Who in their right minds has the time of day for Rick Astley? As a cynical 1980s experiment by ruthlessly commercial production house Stock, Aitken & Waterman his Eighties output was vapid grinning plastic bilge. He was annoying too, really annoying, a neutered avatar representing suburban English everyboy blandness incarnate. One of the trickiest things as a music writer is facing up to long-held and enjoyed prejudices but, on hearing the title single from Astley’s latest album, I had to admit – through gritted teeth – that it’s a thoroughly enjoyable slice of Chic-like pop. But what of the rest of the album?

This isn’t Astley’s comeback. That was two years ago with the best-selling 50 album, which followed 25 years unloved in the pop wilderness (living, admittedly, on the millions he made between 1987 and 1991) Like that album, Beautiful Life sees him write, produce and play everything himself. It is, throughout, much better than his horrific Eighties material. Millennials enjoy Astley due to the online pranking “Rick-rolling” phenomenon, much aided by an onstage appearance with the Foo Fighters, but if all that has the lethal touch of irony about it, Beautiful Life simply relies on straightforward, solid songwriting.
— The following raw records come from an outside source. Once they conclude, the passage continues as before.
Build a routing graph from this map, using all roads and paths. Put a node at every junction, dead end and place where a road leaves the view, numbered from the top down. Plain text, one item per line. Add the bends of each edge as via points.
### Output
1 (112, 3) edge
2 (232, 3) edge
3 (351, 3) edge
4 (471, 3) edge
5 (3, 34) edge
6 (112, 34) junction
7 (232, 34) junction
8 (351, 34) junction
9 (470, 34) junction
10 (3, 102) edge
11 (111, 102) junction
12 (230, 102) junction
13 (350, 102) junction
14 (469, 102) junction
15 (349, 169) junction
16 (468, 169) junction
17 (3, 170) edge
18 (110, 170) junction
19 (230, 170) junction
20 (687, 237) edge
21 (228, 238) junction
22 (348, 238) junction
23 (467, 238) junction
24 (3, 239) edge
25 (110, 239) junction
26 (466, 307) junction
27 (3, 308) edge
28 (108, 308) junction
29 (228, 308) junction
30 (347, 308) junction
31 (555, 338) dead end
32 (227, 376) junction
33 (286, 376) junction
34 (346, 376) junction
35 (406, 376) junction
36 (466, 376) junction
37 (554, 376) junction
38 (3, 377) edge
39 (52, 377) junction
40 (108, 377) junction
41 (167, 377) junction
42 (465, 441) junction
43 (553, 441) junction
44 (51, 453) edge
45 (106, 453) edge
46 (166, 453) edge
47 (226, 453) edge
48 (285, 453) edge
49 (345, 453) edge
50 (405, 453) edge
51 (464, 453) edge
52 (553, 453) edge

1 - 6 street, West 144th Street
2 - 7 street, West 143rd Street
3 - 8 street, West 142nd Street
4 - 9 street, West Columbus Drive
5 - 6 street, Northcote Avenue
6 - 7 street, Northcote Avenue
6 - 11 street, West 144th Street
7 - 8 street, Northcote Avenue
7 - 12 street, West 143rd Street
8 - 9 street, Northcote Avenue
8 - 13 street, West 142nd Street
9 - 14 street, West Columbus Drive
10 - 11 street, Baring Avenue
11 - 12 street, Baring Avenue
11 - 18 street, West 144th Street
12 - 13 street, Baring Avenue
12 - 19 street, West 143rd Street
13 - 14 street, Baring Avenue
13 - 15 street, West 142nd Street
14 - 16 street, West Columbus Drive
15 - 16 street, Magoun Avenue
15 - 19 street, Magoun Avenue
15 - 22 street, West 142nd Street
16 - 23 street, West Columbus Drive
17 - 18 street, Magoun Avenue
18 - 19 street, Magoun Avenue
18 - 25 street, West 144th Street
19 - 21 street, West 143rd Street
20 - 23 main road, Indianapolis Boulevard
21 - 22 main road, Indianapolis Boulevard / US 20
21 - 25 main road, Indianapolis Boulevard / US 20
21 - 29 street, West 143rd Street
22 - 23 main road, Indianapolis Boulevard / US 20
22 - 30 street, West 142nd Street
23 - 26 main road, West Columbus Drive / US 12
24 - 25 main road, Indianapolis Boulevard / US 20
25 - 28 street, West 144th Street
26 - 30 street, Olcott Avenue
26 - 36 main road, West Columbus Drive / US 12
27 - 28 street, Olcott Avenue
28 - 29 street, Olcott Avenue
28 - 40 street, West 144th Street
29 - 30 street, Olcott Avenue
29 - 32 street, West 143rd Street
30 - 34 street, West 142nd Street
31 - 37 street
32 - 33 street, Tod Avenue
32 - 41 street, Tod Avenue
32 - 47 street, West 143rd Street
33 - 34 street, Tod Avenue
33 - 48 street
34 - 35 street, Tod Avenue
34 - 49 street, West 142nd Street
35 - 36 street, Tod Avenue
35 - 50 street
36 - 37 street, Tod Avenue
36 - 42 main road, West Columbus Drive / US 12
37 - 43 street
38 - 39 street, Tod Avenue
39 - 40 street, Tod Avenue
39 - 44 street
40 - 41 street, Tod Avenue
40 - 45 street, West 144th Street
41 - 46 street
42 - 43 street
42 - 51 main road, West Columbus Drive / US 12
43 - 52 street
Throughout, the production often has an engagingly percussive funkiness that’s unexpected. A predictable tendency to veer unnecessarily into the fist-pumping stadium epic undermines a chunk of it (check the bombast of “Try” or “She Makes Me”) but when this is played down, as on the gospel-tinted sing-along “I Need the Light” or the richly-sung groove of “Every Corner”, which displays Astley’s impressive rhythm’n’blues voice to good effect, things take off. “Chance to Dance” has a George Michael-ish pop funk charm and, as it progresses, a great propulsive bassline, and then there’s the contagiously camp, OTT Scissor Sisters-ish closer, “The Good Old Days”, a lyrical lighter-waving ode to nostalgia.

Oh dear Lord… no… I can’t quite bring myself to… I quite like… well… not all of it… but some it… but… OK… fuck, fuck, fuck, fuck… I… quite… like… Rick Astley’s new album…

God, that was hard.

Below: watch the video for Rick Astley's "Beautiful Life"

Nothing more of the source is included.